Table 2 - univariate analysis examining the differences in MoCA score between the delirious/nondelirious cohort should be included. Surgery type should also be included if it was collected. 

Table 3. The authors show an OR that is adjusted for age. How was this done? This needs to be explained in the statistical methods section. 

Discussion

The authors write that age was an expected finding. Age was not mentioned in the introduction as a risk factor and if it was an expected finding, it should be mentioned with the list of other risk factors in the introduction. 

The authors mention that there were "no significant differences evident between the delirious and non-delirious groups for any of the other baseline characteristics measured." however I do not see a univariate test for the MoCA between delirium/non-delirious. This is very important to include and discuss. Was pre-existing cognitive impairment associated with admission delirium? 

This is not the first study to report on the prevalence of delirium on admission in an older adult acute surgical population. Freter et al (2005 & 2015) reported on prevalent delirium prior to hip fracture surgery, Kalisvaart (2006) examined both emergent hip fracture surgery and hip replacement surgeries, Moerman (2012) reported on hip fracture surgery and pre/post delirium, Muangpaisan et al (2015), Furlaneto & Garcez-Leme (2006) also reported on the phenomenon. "Delirium in elderly people" by Sharon Inouye also reports on the prevalence of delirium in the orthopedic population. The authors may be one of the first to focus specifically on the prevalence in a broad surgical population, however, this is not highlighted as the surgery types are not reported. It is not known whether this population is largely hip fracture patients or a different type of emergent surgery. The authors need to revise the 2nd paragraph of the discussion section to reflect that other studies have reported on prevalent delirium in the perioperative population. 

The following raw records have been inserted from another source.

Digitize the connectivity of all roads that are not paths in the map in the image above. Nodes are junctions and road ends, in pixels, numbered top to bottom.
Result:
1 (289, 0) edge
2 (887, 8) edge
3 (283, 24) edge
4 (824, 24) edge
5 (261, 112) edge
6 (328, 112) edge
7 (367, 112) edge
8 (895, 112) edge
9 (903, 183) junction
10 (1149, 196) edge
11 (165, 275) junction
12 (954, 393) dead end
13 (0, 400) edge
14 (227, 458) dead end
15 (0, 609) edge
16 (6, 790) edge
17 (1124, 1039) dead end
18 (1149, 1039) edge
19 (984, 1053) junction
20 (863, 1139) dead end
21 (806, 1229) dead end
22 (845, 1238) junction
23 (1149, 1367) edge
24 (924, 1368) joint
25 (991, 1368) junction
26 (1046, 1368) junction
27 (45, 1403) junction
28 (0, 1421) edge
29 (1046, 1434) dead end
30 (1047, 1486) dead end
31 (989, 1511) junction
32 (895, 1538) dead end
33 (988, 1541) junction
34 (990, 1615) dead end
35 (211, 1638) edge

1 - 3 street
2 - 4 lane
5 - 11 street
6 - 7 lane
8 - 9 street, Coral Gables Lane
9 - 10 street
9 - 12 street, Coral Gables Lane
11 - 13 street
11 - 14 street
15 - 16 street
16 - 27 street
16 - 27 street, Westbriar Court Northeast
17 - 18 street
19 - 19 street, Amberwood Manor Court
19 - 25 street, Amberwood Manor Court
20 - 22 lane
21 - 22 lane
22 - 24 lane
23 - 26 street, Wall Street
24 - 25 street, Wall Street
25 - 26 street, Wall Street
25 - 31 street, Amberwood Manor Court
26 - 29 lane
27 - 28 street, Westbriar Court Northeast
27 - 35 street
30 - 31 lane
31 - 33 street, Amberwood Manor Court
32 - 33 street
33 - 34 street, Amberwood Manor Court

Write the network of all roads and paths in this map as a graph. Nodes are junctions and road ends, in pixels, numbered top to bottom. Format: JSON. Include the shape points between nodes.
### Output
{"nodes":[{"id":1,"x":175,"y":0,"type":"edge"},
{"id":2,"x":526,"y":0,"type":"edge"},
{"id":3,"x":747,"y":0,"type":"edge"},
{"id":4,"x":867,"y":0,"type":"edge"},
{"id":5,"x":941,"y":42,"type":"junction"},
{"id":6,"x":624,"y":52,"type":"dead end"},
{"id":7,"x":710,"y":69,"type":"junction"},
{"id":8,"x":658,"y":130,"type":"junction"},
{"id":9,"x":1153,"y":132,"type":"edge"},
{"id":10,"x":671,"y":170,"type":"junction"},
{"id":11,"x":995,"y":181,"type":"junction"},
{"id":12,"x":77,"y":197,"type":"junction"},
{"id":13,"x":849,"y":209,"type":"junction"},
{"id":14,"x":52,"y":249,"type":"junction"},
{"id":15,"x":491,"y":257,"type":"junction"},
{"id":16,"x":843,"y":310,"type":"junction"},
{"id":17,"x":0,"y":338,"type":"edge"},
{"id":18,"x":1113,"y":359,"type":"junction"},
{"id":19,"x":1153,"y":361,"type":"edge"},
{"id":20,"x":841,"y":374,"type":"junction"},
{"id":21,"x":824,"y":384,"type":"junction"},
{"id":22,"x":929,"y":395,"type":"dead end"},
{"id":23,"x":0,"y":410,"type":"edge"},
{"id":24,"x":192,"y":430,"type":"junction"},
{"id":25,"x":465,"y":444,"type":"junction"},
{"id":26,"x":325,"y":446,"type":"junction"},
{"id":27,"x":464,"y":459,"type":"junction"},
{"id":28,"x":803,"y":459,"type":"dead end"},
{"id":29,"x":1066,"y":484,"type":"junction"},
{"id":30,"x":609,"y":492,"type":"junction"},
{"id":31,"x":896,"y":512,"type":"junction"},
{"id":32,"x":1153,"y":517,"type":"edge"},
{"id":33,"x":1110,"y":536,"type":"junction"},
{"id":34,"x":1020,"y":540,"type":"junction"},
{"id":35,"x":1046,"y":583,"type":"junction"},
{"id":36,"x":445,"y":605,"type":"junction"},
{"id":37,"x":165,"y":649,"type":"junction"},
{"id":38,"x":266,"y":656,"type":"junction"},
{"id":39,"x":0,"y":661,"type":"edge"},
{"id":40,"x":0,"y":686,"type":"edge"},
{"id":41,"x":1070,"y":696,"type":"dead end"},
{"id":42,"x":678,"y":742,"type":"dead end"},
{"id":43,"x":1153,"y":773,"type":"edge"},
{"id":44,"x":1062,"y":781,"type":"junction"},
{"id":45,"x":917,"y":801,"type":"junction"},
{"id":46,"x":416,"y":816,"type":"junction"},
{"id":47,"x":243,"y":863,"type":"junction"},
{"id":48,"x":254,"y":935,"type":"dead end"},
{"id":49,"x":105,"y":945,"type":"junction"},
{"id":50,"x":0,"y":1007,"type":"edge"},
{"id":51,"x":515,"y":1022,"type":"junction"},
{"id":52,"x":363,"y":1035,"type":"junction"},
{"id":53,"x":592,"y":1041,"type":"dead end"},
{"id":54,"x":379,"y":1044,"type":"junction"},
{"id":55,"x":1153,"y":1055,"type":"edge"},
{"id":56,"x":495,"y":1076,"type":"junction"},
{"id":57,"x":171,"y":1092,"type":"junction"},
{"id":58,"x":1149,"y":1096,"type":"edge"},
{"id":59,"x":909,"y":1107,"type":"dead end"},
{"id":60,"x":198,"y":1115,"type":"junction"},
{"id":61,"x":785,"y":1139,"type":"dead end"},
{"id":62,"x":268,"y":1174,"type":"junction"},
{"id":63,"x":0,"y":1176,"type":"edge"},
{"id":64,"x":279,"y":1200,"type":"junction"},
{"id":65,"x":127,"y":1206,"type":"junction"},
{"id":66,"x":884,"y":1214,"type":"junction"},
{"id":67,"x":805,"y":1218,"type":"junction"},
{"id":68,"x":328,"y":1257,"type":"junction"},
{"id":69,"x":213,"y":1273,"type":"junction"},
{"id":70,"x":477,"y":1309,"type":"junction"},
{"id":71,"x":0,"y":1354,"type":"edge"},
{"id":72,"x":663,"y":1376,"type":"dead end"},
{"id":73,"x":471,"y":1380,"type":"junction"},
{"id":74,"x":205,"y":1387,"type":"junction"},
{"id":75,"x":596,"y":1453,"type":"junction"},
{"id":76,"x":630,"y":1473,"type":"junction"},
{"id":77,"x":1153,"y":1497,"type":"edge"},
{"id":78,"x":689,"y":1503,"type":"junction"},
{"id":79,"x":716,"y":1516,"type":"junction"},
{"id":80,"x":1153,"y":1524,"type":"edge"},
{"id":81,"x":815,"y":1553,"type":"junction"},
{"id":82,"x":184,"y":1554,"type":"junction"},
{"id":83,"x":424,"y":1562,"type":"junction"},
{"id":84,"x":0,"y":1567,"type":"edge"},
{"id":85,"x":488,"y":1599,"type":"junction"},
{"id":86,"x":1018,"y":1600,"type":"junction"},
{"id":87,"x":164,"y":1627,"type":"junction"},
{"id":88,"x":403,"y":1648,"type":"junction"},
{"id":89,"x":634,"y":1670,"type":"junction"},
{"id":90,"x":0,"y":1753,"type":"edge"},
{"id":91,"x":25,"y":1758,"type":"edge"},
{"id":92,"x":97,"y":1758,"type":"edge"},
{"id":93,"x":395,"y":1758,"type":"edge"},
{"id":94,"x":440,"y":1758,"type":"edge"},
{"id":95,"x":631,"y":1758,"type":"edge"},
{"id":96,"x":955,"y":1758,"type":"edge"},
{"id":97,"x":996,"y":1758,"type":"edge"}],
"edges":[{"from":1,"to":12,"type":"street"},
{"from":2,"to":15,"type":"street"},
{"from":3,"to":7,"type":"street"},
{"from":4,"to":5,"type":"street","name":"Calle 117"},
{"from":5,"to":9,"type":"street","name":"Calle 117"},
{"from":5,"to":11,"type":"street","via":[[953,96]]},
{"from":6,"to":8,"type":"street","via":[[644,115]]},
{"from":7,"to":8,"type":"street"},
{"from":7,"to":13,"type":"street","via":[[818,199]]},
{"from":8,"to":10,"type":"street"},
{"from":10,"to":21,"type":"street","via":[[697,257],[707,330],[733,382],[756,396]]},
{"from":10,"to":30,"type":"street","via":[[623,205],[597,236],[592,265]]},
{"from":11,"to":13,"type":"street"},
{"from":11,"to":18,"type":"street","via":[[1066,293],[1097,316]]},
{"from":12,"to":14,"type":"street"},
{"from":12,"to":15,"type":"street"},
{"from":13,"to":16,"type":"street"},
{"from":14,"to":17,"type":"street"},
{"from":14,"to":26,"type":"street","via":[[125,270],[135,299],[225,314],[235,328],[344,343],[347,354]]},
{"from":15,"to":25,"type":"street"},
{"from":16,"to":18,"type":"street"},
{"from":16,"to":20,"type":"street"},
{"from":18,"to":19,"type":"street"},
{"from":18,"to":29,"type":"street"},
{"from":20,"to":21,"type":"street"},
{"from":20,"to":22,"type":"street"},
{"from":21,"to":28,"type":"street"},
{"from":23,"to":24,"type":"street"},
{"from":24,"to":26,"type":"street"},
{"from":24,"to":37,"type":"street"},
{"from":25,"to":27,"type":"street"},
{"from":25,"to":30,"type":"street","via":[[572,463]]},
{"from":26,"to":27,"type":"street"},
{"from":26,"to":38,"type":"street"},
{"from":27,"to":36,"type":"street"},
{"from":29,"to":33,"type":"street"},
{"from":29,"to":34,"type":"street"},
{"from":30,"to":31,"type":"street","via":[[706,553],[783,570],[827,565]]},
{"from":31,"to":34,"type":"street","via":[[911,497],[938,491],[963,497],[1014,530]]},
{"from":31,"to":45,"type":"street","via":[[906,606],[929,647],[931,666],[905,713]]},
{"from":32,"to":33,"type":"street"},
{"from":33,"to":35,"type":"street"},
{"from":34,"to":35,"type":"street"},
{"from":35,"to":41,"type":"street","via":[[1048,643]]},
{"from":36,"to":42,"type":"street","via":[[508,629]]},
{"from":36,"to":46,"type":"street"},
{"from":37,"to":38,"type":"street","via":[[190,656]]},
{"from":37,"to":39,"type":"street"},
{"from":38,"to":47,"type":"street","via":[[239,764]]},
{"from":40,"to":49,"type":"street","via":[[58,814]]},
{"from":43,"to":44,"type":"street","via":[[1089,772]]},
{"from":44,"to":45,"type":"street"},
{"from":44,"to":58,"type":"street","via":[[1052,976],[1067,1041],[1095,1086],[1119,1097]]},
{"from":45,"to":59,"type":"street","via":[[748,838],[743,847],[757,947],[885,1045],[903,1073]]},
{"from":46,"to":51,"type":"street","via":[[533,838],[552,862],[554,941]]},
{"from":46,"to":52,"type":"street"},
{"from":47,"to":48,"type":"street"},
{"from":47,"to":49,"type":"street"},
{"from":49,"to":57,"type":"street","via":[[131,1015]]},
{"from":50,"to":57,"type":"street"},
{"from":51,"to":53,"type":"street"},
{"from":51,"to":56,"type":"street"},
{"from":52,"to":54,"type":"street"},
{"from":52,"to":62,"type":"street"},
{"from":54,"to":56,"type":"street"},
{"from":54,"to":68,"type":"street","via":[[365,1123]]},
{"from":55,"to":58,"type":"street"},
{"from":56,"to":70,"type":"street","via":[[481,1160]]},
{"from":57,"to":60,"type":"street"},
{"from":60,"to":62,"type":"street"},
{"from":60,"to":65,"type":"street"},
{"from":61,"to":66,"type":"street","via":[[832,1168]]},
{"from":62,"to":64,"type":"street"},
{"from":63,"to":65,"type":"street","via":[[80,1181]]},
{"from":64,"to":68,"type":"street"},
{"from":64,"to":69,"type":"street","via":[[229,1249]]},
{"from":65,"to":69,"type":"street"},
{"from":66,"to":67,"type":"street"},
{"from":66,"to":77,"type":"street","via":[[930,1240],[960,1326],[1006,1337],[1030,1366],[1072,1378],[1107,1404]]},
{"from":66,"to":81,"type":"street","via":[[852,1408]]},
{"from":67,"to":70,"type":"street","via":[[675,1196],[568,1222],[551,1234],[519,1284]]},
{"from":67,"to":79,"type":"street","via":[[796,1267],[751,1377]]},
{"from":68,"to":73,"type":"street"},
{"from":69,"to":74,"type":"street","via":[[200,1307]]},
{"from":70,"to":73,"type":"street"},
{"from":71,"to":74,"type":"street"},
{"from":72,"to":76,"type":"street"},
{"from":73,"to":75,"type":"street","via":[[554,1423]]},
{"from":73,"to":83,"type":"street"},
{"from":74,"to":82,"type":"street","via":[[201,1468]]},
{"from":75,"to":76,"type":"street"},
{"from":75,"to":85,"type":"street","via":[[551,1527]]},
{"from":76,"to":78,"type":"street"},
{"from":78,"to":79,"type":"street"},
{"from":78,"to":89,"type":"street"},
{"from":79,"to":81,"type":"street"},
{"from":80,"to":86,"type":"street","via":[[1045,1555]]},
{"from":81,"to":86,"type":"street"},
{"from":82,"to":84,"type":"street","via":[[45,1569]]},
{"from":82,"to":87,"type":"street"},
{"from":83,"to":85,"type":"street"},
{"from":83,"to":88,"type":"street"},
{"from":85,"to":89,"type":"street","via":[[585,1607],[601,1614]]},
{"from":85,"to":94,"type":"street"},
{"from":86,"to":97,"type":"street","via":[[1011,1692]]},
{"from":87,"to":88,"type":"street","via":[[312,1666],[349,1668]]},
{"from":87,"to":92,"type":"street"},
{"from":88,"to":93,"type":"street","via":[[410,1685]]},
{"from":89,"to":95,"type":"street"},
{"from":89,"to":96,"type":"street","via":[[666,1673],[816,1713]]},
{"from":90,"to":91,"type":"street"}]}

Is "impaired sensorium" the same as "subsyndromal delirium"? It may be a better comparison to compare the delirium prevalence rate of this study with other studies that have reported on prevalent delirium in hip fracture patients - see list above for references. 

This is also not the first study to assess length of hospital stay. That is a well known outcome of delirium in general. The authors need to tone down their language and reference the bodies of work that has demonstrated an association between delirium (prevalent and incident) and hospital length of stay. 

Author Response

Please see the attachment

Author Response File: Author Response.pdf

Round 2

Reviewer 1 Report

The authors are correct in reporting that the absence of data on delirium incidence but the prevalence is relatively low. I would suspect that the low prevalence might be linked to the actual CAM training and not clear agreement on delirium assessment. I would add this information. 

Author Response

We note this and have added a line to the end as a limitation in the discussion

Reviewer 2 Report

Thank you to the authors for considering my comments and feedback. I think the manuscript is much improved from the original version. Minor text editing is needed throughout the document. Please review reporting guidelines on statistical p-values and odds ratios in the AMA manual of style. 

Author Response

We note this important point, we will be thoroughly guided my the copy editors as to the style and presentation they wish the article to take.